Try it | State how many lines of the data below hold the string "leaves", giving nothing but the number.

>>>

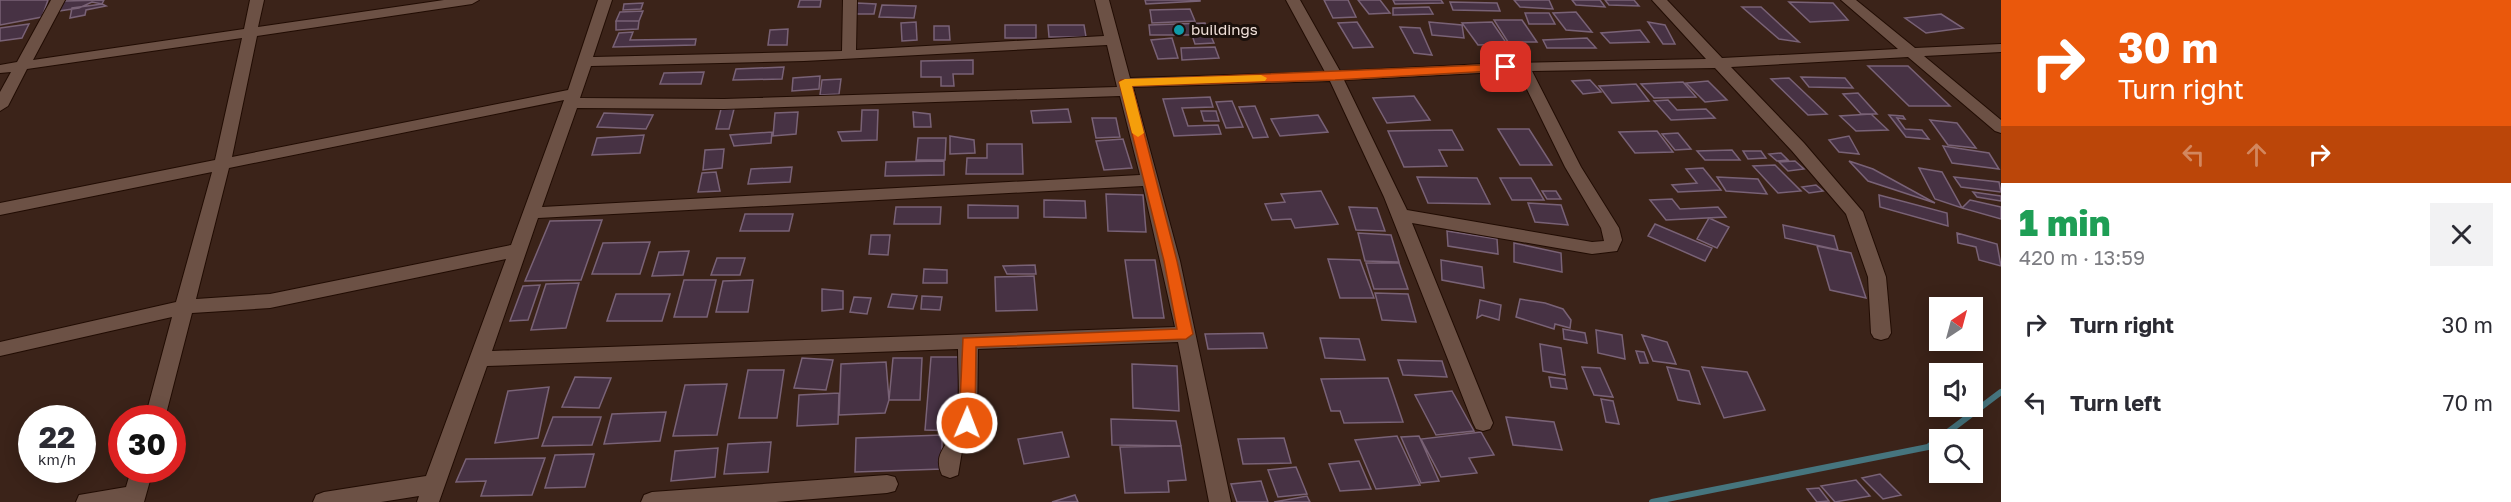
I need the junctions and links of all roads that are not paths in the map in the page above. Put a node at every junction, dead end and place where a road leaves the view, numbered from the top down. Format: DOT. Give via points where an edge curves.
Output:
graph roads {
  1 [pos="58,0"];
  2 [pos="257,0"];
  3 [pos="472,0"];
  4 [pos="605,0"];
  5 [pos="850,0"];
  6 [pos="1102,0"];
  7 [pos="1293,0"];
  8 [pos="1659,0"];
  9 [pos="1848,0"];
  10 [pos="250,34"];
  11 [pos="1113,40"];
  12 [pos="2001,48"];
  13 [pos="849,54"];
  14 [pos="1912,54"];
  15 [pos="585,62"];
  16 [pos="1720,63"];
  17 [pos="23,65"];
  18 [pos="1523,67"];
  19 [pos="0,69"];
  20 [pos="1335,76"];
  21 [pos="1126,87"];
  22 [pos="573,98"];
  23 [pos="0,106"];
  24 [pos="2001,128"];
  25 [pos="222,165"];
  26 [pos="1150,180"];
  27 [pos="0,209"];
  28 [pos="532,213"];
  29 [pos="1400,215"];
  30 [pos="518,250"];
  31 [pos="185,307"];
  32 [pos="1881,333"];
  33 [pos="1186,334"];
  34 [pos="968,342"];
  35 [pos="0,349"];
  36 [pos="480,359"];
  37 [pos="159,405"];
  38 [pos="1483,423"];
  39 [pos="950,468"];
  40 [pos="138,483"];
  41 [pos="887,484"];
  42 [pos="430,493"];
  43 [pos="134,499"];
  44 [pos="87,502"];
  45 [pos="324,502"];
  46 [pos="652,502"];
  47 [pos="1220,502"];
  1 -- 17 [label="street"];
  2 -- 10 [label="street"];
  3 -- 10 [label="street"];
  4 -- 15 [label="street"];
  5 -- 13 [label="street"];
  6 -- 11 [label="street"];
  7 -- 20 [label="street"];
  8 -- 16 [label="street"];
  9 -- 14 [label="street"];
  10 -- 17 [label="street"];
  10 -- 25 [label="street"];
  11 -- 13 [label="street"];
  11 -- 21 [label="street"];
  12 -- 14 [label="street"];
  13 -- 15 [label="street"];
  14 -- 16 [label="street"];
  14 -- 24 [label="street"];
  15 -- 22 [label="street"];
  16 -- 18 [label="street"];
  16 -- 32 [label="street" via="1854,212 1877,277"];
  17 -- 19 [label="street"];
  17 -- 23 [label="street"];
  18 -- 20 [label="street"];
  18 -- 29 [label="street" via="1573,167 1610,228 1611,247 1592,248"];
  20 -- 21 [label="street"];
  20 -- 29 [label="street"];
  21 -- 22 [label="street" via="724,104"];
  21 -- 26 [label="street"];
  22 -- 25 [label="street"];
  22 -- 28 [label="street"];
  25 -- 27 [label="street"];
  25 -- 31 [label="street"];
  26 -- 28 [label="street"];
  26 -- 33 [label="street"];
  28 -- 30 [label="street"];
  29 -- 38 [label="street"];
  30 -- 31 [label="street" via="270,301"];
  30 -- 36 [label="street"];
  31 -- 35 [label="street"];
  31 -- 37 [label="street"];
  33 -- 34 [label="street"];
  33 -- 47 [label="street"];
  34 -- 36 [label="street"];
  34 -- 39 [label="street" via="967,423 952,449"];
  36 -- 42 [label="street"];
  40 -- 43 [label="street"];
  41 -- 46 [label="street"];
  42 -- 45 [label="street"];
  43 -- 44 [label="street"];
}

<<<
>>>

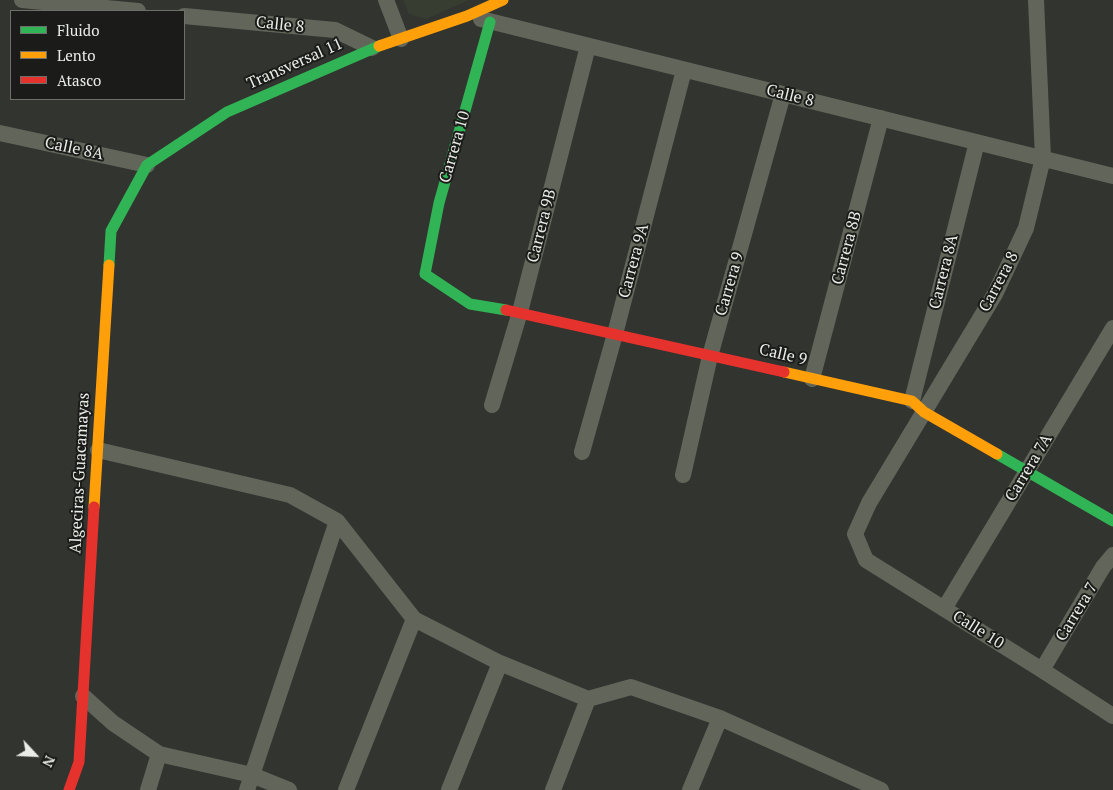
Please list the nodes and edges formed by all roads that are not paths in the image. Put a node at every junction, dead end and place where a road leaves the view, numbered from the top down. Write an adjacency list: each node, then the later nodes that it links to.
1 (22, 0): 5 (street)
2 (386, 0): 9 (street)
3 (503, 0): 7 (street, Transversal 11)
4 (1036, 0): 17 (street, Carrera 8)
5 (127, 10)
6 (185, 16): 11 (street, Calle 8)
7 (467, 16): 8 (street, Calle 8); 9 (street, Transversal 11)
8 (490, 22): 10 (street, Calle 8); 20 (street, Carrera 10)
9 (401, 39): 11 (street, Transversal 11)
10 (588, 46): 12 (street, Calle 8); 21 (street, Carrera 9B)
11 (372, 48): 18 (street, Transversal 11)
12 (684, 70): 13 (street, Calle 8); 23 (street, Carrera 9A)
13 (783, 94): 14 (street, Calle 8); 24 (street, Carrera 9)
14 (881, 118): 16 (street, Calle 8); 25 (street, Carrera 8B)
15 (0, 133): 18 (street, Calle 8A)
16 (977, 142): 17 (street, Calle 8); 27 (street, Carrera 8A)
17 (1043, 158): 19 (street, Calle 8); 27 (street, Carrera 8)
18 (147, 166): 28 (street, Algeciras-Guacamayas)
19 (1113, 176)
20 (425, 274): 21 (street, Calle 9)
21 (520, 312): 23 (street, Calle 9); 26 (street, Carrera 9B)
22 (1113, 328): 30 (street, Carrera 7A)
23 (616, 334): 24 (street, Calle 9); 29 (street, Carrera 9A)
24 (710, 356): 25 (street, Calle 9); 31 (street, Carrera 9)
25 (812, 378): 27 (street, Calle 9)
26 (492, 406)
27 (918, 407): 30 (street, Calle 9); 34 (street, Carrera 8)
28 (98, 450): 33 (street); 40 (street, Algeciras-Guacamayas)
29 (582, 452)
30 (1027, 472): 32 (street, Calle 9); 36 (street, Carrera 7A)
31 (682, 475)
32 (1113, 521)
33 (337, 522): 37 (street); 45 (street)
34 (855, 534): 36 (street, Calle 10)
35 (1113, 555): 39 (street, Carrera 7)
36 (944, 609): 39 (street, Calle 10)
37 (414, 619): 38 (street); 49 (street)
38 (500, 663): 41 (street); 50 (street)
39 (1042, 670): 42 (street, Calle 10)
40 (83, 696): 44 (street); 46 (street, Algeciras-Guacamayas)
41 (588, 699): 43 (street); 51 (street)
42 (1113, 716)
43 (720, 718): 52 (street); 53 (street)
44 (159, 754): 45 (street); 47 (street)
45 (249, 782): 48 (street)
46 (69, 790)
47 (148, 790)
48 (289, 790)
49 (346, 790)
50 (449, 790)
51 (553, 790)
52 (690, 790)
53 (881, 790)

<<<

Expected answer | 2